On the political left there were no signs that parties had found a common point man to lead them to victory in the presidential elections. Although there had been much buzz that the leftists would try to unite under a single candidate, the weekend party congresses of the Communist Party, the Socialist Party and the Progressive Socialist Party all nominated their party leaders.

Progressive Socialist leader Natalia Vitrenko, who is running head to head with President Kuchma in political surveys, said she would never consider working with the Communist Party of Petro Symonenko, the deputy whom that party nominated.

The Socialist Party also opted not to support a coalition candidate and chose Oleksander Moroz, whom most political analysts had considered Mr. Kuchma's greatest potential threat until he failed to get re-elected as Verkhovna Rada chairman.
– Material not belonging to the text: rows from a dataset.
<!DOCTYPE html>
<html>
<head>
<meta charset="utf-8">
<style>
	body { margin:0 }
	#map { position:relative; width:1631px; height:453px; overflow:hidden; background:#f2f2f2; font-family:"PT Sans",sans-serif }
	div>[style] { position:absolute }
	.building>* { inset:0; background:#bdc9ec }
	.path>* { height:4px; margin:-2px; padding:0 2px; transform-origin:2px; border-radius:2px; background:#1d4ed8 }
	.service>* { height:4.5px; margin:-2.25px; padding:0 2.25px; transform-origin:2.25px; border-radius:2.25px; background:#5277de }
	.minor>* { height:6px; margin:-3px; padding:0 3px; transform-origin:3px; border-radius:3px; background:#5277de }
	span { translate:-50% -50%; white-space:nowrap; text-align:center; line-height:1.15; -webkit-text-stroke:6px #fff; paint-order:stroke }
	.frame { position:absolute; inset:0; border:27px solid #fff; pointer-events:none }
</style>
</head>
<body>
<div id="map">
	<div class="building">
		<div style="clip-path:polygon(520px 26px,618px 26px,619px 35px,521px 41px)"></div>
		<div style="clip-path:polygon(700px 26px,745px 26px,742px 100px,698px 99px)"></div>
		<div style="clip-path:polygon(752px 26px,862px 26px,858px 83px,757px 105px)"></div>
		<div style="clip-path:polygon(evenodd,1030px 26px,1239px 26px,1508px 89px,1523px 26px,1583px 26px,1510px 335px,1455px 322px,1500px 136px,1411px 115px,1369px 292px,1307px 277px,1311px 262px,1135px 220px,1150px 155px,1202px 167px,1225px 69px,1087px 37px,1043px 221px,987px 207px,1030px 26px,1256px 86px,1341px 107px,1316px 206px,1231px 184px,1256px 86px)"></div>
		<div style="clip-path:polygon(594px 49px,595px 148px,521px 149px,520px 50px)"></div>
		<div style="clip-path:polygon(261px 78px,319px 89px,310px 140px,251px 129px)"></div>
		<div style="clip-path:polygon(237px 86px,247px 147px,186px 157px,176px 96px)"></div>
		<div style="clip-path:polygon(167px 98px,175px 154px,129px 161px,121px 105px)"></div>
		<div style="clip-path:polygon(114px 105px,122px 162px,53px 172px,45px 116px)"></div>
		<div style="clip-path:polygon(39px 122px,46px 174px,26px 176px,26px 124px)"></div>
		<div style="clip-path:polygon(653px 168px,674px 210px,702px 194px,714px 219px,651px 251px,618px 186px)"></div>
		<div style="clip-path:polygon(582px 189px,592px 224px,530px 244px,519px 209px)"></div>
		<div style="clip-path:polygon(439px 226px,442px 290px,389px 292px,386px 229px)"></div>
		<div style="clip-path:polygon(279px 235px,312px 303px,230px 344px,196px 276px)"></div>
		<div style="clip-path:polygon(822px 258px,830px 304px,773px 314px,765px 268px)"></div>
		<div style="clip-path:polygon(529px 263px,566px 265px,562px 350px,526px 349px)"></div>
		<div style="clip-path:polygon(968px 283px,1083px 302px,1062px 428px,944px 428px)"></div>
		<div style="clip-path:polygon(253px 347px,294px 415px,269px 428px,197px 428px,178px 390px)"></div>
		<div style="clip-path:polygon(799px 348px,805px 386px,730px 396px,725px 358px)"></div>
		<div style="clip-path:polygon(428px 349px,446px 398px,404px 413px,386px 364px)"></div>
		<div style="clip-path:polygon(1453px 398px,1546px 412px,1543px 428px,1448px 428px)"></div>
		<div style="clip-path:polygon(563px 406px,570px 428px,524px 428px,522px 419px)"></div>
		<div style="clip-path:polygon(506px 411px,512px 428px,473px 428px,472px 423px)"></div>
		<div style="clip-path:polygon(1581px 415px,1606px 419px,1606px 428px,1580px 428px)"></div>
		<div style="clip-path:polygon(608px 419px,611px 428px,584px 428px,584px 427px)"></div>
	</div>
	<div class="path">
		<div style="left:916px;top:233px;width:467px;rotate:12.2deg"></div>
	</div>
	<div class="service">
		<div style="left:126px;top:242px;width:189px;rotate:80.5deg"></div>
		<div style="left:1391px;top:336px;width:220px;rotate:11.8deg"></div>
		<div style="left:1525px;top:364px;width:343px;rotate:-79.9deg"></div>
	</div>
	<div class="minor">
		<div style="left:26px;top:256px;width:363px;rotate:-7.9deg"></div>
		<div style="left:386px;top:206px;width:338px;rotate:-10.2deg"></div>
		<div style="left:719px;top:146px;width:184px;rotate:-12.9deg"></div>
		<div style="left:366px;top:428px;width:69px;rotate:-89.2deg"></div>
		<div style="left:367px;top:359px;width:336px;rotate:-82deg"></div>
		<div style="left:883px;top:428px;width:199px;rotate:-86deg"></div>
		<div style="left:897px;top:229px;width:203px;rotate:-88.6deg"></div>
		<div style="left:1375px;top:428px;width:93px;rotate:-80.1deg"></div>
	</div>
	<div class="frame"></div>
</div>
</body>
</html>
Yevhen Marchuk, the former KGB official and ex-prime minister in the Kuchma administration, also found support for a run for the presidency. After losing his political base in the Social Democratic Party (United) to fellow party members Viktor Medvedchuk and Leonid Kravchuk, who decided to go with President Kuchma, Mr. Marchuk found support on Ukraine's political right. He was nominated by a rightist coalition of the Ukrainian Republican Party, the Social-Democratic Union, the Ukrainian Peasant Democratic Party and the Christian People's Union, and received a nod from the State Independence of Ukraine Association.

In other nominations, the Ukrainian Social Democratic Party decided to support Vasyl Onopenko, the Congress of Ukrainian Nationalists nominated Ivan Bilas, and the Slavic Party chose Oleksander Bazyliuk. The For a Beautiful Ukraine Party chose party leader and businessman Hennadii Balashov as its nominee. The United Family Group nominated Oleksander Rzhavskyi.

With party caucuses out of the way, the candidates will focus on gathering signatures to have their names placed on the presidential election ballot. Each candidate must gather 1 million signatures by July 13, with at least 30,000 each from two-thirds of Ukraine's 26 regions, in order to proceed further in the process that culminates in voting on October 31.